O Circuito de Zandvoort, um dos traçados mais técnicos e tradicionais do automobilismo mundial, prepara-se para sediar sua sexta e última etapa na era moderna da Fórmula 1. O encerramento do ciclo, impulsionado pelo sucesso de Max Verstappen, marca a despedida de uma pista que conquistou o grid pela sua natureza implacável e atmosfera vibrante, mas que enfrenta o fim do contrato e a falta de suporte financeiro para continuar no calendário.
O desafio técnico e a essência da velha guarda
A pista holandesa é amplamente reconhecida por seu perfil de “velha guarda”, caracterizado por curvas rápidas, inclinações laterais acentuadas e áreas de escape reduzidas.

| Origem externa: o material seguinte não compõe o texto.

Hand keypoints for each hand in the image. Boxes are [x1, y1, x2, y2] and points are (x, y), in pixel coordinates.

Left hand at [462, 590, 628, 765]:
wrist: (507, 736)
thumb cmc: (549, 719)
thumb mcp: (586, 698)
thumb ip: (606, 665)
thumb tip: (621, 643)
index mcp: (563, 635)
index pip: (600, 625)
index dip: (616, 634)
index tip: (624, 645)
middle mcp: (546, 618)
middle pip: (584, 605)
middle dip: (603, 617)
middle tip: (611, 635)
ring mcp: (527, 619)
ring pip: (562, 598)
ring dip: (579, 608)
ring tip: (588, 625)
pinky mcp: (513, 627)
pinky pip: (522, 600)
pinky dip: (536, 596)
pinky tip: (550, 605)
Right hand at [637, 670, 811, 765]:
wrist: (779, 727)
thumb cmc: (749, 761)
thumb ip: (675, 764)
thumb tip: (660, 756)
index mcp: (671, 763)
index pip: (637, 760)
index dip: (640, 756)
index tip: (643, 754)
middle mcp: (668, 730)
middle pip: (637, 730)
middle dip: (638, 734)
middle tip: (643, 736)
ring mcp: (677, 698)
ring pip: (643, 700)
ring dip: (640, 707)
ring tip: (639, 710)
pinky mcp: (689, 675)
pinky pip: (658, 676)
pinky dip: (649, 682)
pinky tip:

Diferente dos circuitos modernos, que priorizam grandes espaços de frenagem, Zandvoort pune o erro com cascalho e grama, exigindo precisão absoluta dos competidores. Para pilotos como Lance Stroll, essa característica é o que torna o local especial, resgatando a essência do esporte onde a punição por sair do traçado é imediata.
O traçado final, que inclui a curva Arie Luyendyk, permite que os carros entrem em alta velocidade na reta principal, criando um desafio técnico que agrada a maioria dos competidores. No entanto, a estrutura logística limitada e o desenho estreito da pista, que por vezes dificulta ultrapassagens espetaculares, foram pontos frequentemente debatidos durante a permanência da categoria no país.
Sentimento de nostalgia entre os competidores
A notícia da saída do GP da Holanda gerou reações de desapontamento entre os nomes de elite da categoria. Oscar Piastri, vencedor da prova no ano anterior, destacou que, apesar das limitações logísticas, o circuito figura entre os melhores para pilotar. O australiano ressaltou que a perda de locais com história e personalidade é sentida por todo o grid, especialmente quando comparada à possível adição de novos circuitos de rua ao calendário global da Fórmula 1.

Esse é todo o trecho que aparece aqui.